What is being asked - List, from the lines below, each one with "Волгоградская" in it.

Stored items
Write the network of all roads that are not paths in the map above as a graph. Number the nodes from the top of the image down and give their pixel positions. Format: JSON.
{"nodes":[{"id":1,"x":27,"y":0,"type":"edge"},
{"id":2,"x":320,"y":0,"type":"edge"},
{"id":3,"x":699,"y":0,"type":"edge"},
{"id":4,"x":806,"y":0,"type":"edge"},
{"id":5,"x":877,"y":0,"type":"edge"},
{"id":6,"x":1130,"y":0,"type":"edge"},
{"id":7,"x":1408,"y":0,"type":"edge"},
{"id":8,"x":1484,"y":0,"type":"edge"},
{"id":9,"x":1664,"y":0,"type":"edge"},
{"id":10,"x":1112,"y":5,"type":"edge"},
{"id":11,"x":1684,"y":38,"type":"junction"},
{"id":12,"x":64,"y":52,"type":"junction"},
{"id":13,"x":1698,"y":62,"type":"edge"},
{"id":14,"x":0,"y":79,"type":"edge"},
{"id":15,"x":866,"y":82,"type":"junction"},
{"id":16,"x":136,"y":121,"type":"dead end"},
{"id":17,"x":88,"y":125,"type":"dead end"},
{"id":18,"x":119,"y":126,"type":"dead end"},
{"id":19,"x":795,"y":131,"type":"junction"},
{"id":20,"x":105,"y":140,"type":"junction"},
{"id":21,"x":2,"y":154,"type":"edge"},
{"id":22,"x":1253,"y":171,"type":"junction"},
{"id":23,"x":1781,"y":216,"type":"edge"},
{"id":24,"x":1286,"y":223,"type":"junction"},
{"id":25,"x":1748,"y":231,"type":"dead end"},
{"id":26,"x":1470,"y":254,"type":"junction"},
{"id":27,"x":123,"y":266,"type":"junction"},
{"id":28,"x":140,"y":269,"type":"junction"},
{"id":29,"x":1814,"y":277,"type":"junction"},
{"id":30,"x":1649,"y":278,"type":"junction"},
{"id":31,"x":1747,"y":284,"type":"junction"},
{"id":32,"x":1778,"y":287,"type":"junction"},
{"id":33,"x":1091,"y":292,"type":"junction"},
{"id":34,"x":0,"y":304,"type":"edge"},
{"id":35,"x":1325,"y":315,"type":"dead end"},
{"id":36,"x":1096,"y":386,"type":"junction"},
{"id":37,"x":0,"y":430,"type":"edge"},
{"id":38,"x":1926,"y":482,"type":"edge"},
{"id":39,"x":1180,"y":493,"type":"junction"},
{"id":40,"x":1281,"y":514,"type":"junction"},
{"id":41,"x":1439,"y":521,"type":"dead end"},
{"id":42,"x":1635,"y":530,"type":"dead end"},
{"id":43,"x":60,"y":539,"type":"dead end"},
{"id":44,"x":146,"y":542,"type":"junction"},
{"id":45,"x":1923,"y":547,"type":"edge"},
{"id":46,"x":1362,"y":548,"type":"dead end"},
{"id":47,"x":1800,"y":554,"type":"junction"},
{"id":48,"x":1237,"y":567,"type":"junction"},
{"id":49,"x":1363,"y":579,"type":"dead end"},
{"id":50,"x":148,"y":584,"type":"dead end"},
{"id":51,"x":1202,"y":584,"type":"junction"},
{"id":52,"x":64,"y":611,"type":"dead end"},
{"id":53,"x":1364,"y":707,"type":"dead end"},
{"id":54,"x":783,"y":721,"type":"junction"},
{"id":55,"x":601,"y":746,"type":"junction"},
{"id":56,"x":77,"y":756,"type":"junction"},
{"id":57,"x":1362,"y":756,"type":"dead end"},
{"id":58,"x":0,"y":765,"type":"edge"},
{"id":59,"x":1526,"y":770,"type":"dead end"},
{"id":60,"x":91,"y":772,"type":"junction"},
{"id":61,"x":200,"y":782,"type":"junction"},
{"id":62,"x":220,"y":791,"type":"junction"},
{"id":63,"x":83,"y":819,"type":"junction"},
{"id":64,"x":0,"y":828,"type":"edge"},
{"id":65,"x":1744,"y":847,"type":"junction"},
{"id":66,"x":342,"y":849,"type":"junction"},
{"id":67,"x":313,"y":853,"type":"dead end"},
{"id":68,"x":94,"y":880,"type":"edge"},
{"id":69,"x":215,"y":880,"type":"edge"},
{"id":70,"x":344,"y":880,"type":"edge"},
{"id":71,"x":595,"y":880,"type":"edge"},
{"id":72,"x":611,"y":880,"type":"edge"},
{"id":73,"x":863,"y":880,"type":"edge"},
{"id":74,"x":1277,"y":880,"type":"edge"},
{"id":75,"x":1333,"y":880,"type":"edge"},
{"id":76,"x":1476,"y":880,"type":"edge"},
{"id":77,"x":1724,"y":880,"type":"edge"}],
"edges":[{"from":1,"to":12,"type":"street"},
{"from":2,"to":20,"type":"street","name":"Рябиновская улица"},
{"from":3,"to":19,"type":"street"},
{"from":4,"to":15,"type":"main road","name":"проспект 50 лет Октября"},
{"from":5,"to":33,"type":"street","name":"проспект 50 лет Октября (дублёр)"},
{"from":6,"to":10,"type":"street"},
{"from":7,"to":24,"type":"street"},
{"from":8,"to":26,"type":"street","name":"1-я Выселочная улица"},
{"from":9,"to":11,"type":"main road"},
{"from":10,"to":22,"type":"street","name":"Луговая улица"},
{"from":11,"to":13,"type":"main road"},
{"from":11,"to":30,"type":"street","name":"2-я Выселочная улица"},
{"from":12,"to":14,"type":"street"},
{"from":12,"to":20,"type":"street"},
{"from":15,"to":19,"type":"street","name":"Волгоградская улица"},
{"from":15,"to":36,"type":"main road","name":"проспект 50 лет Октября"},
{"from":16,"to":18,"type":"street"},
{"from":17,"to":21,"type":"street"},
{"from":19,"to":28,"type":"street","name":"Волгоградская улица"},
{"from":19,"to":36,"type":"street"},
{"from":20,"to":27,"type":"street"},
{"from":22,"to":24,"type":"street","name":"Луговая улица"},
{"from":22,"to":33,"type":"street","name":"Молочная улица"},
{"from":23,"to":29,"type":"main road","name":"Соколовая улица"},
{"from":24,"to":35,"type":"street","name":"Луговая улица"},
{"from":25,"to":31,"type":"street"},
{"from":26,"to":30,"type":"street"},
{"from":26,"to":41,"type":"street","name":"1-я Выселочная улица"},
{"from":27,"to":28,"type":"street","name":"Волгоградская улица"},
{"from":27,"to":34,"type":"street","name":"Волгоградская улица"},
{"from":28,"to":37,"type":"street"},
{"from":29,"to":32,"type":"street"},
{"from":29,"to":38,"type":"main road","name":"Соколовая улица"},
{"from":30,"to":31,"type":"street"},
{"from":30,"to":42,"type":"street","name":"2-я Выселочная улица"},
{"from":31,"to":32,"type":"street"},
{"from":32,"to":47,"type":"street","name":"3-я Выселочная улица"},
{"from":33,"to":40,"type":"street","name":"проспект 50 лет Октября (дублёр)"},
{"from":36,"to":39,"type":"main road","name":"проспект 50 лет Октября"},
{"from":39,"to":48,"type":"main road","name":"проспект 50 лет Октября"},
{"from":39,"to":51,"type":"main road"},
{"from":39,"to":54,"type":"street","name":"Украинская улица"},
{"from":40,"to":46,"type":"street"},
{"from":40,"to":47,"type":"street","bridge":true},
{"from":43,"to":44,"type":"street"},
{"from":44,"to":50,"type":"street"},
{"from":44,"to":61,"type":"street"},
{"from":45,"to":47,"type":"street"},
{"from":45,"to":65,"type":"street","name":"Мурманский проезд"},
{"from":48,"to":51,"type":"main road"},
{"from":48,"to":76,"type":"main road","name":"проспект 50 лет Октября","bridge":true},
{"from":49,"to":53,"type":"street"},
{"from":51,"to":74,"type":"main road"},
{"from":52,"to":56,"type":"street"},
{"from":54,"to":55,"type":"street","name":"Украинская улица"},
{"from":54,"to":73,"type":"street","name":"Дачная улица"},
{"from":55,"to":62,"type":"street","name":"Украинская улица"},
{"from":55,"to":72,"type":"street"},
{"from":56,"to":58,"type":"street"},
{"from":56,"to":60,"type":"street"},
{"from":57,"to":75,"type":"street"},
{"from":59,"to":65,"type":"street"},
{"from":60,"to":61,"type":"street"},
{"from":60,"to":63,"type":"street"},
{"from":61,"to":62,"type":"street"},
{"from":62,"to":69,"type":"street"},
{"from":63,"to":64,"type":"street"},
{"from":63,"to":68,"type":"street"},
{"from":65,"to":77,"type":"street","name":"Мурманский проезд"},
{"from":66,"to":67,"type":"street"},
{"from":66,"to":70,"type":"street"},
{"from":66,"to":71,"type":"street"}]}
---
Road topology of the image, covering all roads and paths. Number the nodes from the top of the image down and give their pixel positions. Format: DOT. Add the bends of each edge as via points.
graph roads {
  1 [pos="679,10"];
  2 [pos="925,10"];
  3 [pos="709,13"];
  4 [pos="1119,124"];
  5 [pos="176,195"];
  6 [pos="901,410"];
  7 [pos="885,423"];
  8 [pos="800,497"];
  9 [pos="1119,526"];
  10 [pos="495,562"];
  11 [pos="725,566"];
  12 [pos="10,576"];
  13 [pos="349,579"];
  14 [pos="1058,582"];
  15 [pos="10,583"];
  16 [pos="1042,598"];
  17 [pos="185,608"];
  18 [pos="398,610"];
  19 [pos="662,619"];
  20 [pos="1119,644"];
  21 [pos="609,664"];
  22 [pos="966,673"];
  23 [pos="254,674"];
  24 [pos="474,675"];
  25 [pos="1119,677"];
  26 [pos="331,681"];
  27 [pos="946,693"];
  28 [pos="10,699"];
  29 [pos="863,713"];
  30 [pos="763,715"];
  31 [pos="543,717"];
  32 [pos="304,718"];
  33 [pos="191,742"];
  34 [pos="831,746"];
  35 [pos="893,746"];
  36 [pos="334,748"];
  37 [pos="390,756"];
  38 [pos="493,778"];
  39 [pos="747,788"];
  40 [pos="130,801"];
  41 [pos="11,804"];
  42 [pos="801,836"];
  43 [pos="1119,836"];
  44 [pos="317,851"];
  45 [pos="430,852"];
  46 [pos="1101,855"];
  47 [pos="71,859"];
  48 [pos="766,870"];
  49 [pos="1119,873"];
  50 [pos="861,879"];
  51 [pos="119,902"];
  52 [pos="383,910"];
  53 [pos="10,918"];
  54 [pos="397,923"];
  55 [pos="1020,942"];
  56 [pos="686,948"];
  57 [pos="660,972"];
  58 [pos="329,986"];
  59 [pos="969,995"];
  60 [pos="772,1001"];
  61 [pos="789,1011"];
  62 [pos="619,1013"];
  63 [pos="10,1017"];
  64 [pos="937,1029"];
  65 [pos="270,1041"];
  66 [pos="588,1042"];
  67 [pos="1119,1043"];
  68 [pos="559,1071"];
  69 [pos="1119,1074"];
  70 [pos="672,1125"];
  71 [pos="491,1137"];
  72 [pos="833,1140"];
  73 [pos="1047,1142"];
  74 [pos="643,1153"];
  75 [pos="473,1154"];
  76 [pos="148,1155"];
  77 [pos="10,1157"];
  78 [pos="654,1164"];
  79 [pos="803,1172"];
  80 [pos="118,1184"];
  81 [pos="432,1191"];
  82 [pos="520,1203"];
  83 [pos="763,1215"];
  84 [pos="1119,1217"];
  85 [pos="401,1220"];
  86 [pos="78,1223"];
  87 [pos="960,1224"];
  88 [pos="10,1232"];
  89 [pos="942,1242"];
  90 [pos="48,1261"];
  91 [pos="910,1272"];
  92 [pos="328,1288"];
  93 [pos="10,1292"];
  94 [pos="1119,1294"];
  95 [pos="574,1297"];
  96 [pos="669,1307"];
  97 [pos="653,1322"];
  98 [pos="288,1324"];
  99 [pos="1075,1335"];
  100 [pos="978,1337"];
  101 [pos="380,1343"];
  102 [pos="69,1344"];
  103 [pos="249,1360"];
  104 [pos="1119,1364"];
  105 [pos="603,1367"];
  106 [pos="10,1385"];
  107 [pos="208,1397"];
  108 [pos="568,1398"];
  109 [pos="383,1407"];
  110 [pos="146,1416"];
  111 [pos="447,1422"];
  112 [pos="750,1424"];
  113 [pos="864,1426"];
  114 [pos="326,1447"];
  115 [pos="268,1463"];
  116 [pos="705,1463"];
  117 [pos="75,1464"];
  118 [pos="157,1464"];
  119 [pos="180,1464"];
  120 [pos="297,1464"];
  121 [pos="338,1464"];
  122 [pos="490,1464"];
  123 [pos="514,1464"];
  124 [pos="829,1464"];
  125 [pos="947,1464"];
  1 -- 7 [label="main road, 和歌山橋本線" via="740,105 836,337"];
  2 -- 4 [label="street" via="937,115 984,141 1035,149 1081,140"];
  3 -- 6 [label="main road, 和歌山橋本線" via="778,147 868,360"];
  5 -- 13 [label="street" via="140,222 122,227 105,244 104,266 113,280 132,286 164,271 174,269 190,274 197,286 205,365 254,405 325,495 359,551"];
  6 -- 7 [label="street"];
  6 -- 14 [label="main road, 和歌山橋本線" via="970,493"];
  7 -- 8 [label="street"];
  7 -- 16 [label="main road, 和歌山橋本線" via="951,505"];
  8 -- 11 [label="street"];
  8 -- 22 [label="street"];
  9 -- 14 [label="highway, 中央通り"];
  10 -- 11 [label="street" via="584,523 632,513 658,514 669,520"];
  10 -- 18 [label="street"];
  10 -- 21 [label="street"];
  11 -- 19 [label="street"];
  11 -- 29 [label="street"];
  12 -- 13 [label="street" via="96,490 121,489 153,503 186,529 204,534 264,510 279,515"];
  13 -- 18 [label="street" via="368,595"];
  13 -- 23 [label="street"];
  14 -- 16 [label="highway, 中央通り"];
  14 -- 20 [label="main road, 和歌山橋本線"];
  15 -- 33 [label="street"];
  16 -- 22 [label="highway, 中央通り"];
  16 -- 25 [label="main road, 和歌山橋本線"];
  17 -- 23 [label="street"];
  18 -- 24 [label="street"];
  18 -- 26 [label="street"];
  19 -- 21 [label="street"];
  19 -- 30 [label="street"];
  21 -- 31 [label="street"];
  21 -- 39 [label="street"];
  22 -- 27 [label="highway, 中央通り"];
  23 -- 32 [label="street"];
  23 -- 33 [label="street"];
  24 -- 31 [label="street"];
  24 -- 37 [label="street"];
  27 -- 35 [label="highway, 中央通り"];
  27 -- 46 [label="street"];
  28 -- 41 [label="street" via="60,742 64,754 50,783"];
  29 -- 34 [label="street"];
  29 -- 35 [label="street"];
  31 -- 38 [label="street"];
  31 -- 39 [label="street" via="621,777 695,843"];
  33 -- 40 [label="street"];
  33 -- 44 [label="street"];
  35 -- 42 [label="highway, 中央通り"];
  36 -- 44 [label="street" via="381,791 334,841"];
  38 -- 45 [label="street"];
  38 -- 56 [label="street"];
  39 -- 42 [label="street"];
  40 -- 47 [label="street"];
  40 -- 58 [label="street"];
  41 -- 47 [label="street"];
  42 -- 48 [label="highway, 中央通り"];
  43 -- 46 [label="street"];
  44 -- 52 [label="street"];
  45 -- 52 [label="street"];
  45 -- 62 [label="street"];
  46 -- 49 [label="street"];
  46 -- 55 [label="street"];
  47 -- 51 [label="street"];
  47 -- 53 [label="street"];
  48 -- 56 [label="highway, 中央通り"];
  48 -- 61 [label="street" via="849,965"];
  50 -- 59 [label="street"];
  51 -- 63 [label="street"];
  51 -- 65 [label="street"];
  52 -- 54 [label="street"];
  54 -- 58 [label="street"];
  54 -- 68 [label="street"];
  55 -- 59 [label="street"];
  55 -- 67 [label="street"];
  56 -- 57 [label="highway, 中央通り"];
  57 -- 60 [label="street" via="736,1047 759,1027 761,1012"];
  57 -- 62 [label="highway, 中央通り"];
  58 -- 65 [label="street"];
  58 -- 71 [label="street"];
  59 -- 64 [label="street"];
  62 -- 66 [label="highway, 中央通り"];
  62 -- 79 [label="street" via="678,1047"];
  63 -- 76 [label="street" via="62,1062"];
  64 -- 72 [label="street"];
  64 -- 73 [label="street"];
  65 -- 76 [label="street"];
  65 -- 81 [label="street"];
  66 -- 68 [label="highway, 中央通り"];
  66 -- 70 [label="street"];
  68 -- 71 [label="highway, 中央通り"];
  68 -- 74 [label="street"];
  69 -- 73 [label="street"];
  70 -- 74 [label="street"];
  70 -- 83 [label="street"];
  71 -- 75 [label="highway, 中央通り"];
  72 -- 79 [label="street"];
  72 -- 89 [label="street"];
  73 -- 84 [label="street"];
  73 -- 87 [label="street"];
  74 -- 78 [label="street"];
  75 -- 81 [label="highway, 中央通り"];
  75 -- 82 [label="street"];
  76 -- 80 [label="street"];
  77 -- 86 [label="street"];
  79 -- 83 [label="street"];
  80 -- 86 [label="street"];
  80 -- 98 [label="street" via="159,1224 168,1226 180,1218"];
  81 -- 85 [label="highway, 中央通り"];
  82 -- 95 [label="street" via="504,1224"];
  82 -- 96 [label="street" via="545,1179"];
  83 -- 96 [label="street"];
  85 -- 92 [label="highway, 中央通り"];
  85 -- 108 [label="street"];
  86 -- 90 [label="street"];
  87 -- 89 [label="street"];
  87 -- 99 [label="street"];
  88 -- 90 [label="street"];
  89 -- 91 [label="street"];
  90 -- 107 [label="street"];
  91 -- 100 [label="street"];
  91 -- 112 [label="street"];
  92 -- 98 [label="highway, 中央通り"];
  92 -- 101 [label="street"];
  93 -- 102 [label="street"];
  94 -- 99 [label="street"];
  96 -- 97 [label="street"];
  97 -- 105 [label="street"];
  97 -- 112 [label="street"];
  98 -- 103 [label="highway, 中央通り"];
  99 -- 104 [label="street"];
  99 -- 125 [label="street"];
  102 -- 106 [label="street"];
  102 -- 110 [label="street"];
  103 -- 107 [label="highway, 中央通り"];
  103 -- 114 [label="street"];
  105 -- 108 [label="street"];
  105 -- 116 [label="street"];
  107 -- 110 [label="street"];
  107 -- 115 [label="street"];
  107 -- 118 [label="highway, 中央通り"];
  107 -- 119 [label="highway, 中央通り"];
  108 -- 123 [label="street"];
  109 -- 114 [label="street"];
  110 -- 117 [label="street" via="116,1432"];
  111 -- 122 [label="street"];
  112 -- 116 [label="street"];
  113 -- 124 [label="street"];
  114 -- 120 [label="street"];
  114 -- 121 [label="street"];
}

Exercise answer -
{"from":15,"to":19,"type":"street","name":"Волгоградская улица"},
{"from":19,"to":28,"type":"street","name":"Волгоградская улица"},
{"from":27,"to":28,"type":"street","name":"Волгоградская улица"},
{"from":27,"to":34,"type":"street","name":"Волгоградская улица"},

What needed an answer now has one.